If there’s a more important diary from the 20th century than Anne Frank’s, it hasn’t yet surfaced.
That’s why a new production of The Diary of Anne Frank, which becomes available Monday on the streaming service Acorn, remains invaluable even when it’s covering ground we’ve traveled before.
The BBC has divided this new edition into five parts, starting just before the Frank family goes into hiding in Amsterdam in 1942.
The Franks were Jewish. The Germans, who had just conquered and occupied Holland, were rounding up Jews and, it was already clear, killing them. With escape not an option, Otto Frank (Iain Glen) found a hiding place – several rooms tucked behind a bookcase on an ordinary street in Amsterdam.
Anne (Ellie Kendrick, top) had received a blank diary a week earlier, for her 13th birthday, and she couldn’t wait to start writing in it.
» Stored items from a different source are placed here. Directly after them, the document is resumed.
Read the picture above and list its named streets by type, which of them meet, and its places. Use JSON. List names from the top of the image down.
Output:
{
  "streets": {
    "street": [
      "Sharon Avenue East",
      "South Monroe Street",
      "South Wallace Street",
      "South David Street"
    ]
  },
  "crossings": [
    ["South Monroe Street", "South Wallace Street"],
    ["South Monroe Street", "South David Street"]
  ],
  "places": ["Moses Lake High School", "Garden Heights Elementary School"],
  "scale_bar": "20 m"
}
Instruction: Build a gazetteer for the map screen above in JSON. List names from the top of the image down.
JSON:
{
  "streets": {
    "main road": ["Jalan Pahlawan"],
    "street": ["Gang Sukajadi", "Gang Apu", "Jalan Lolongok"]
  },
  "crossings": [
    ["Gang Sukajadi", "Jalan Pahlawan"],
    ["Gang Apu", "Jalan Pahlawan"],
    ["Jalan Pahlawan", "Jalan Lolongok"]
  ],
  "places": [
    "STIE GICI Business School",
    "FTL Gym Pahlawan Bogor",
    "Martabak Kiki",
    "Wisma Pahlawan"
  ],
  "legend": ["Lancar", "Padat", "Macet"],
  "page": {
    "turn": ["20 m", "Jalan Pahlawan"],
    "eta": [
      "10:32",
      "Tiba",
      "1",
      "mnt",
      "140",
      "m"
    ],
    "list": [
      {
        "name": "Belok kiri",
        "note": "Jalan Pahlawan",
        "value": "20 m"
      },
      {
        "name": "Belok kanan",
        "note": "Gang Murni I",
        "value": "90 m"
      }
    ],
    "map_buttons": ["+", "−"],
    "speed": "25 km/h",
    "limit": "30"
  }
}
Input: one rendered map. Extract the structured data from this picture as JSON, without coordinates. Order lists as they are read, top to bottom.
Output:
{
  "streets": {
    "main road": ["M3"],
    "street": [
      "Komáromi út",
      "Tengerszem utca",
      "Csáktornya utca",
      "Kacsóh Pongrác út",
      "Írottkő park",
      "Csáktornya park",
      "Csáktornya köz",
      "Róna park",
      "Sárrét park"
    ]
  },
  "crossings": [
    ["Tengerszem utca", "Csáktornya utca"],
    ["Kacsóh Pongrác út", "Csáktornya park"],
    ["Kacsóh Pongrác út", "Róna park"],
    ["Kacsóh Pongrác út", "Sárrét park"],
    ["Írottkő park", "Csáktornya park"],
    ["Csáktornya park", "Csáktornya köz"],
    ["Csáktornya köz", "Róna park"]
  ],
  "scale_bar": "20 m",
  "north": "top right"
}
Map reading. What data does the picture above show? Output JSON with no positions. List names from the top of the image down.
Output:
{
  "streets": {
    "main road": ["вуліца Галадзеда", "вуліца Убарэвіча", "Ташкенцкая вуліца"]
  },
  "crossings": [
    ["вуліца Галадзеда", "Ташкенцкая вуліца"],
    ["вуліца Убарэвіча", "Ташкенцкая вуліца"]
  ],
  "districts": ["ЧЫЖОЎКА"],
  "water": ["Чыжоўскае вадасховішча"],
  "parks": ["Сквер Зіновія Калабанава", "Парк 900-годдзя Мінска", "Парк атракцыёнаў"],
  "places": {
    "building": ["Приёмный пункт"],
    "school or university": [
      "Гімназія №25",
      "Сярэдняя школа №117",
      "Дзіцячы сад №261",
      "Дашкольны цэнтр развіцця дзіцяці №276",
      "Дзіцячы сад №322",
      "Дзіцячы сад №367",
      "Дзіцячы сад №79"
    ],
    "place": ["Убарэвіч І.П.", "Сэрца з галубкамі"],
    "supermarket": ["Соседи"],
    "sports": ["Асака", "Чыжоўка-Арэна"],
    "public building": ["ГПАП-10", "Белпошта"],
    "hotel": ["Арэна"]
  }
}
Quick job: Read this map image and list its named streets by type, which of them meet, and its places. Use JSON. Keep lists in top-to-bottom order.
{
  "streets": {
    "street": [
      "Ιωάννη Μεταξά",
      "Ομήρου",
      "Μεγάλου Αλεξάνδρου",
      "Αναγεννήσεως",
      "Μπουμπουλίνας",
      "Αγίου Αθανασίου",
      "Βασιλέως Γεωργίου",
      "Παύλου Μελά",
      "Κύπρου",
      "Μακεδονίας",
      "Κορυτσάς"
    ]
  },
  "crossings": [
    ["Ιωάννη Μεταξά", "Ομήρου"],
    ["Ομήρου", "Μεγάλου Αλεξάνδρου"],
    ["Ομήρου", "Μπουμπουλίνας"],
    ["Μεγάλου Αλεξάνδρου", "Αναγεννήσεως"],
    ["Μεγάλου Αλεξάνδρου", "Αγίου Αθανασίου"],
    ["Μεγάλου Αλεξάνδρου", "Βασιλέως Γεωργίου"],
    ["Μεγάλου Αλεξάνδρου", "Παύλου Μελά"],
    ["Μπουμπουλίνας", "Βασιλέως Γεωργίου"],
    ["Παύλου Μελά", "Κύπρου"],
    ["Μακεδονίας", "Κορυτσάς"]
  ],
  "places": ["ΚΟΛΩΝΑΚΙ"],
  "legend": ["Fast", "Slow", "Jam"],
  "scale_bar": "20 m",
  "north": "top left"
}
She had not, however, expected the life she was chronicling to be so confined. She knew the Germans had forbidden Jews from going to the movies or riding buses. She hadn’t yet connected the dot to the endgame, and her parents had shielded Anne and her sister from what they first suspected, and then knew, to be the harsh reality.
That’s part of what gives Anne’s diary such impact. On the one hand, she knows there’s danger. On the other, she writes like a typical teenager, ruminating on ordinary things and ordinary emotions. She cuts pictures of movie stars out of magazines.
Our awareness that a cold-blooded force wants to kill her simply out of demented hatred haunts every moment of the story, reinforcing the message – the prayer, really – of “never again.”
Kendrick plays Anne as a likable kid who adores her family and isn’t driven completely insane by being cooped up with them for, literally, years. She’s mercurial, which is typical for the age and reflected in the diary.
She’s perhaps a bit less petulant than the diary sometimes sounds. We don’t hear her bluntest observations on the matriarch of the family that moves in with them, the Van Daans, though we do get some of her reaction to patriarch Hermann Van Daan (Ron Cook) and a lot on their teenage son Peter (Geoff Breton).
At first, Anne is mostly annoyed that Peter got to bring his cat while she had to leave hers' behind. Later her interest in Peter starts to change – although here, as with everything else about Anne’s life, there’s no resolution.
The Germans found the Franks in 1944 and sent to concentration camps, where Anne fell ill and died in early 1945. No production of The Diary of Anne Frank will ever get around that sad truth, nor will it ever make less poignant her opening lines about how she’s pretty sure no one else will ever really care about the musings of a teenage girl.
Talk about a role no one wants: Anne Frank became the face of the six million Jews exterminated by the Nazis. The five half hours of this series walk us through the months that led her there, making her and the people around her painfully human and utterly at a loss to understand why someone wants to kill them.
They aren’t alone. There’s no sane explanation, which is why this carefully produced character drama delivers precisely the impact it must.